Последнее преображение. Волосы цвета воронова крыла, каскадом ниспадающие на плечи, длинные черные ресницы трепещут и поднимаются, открывая глаза глубокого темно-синего цвета. Блайз.

– Тахи, прошу тебя.

– Прости, приятель, но ты покойник.

Тахион выстрелил.

– А а, доктор Тахион. – Франшо де Вальми вышел из-за своего стола с протянутыми руками. – Франция в огромном долгу перед вами. Чем сможем мы отплатить вам?

– Выдать мне паспорт и визу.

– Боюсь, я не понимаю. Вам, разумеется…

– Это не для меня. Для Блеза Жанно Андрие.

– Почему бы вам не обратиться в соответствующую службу?

– Потому что Франсуа Андрие в настоящее время находится под стражей. Начнутся проверки, а я не могу этого допустить.

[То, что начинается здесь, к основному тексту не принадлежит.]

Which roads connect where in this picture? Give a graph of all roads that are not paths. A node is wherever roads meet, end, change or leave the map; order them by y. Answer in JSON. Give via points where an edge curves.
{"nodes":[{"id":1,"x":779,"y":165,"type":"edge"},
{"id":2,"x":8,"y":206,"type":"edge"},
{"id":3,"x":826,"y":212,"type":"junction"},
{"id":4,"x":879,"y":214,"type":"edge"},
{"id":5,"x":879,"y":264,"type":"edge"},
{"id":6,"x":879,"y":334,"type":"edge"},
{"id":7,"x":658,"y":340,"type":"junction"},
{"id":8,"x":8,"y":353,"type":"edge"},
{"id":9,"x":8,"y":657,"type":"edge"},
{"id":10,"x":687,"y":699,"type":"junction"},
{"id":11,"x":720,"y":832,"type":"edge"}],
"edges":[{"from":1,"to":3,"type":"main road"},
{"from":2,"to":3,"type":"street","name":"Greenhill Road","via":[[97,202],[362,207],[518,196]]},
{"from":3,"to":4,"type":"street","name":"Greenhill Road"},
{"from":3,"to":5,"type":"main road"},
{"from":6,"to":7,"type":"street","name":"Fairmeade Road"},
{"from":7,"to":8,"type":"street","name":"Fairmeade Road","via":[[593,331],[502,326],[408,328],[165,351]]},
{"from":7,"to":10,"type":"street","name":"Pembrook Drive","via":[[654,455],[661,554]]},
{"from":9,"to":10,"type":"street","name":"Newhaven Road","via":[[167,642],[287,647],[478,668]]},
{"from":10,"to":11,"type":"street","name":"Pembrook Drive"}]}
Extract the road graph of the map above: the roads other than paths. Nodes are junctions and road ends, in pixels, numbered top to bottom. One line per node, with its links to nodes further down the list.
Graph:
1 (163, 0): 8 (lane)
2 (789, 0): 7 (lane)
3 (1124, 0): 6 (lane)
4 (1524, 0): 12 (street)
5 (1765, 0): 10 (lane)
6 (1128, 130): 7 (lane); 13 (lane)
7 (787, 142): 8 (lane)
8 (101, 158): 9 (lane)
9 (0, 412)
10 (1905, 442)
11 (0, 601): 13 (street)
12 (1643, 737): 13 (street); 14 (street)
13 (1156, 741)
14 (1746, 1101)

– Не слишком ли вы откровенны со мной?

– Ничуть. Я ведь знаю, какой вы специалист по фальшивым документам. – Кандидат в президенты окаменел, медленно двинулся к креслу. – Мне известно, что вы никакой не туз, мсье де Вальми. Интересно, как французская общественность отреагирует на новость о подобном мошенничестве? Оно может стоить вам победы на выборах.

Де Вальми проговорил непослушными губами:

– Я могу сделать очень многое на службе государству. Могу многое изменить на благо Франции.

– Да, но все это и вполовину не столь заманчиво, как дикая карта.

– То, чего вы просите, невыполнимо. А вдруг узнают, что за этим стоял я? Вдруг…

Тахион потянулся к телефону.

– Что вы делаете?

– Звоню в газеты. Я тоже умею в два счета собирать пресс-конференции. Одно из преимуществ известности.

– Вы получите ваши документы.

– Благодарю вас.

– Я разузнаю, зачем вам это понадобилось.

Тахион остановился у двери, оглянулся.

– Тогда каждый из нас сможет обладать тайной другого, верно?

В большом самолете потушили огни – предстоял ночной перелет в Лондон. Салон первого класса пустовал, если не считать Тахиона, Джека и Блеза, который крепко спал в объятиях деда. В этой маленькой сценке было что-то такое, что заставляло всех остальных держаться подальше.

– И долго ты собираешься держать его в таком состоянии?

Одинокий ночник обливал пламенем две одинаковые рыжие головы.

– До Лондона.

– А простит ли он тебя когда-нибудь?

– Он не узнает.

– О Боннелле, может, и нет, а всех остальных он будет помнить. Ты предал его.

– Да. – Его голос был еле слышен из-за гула двигателей. – Джек?

– Да?

– Я прощаю тебя.

Их глаза встретились.

Джек протянул руку, осторожно откинул с детского лба прядь шелковистых волос.

– Тогда, наверное, и у тебя есть надежда.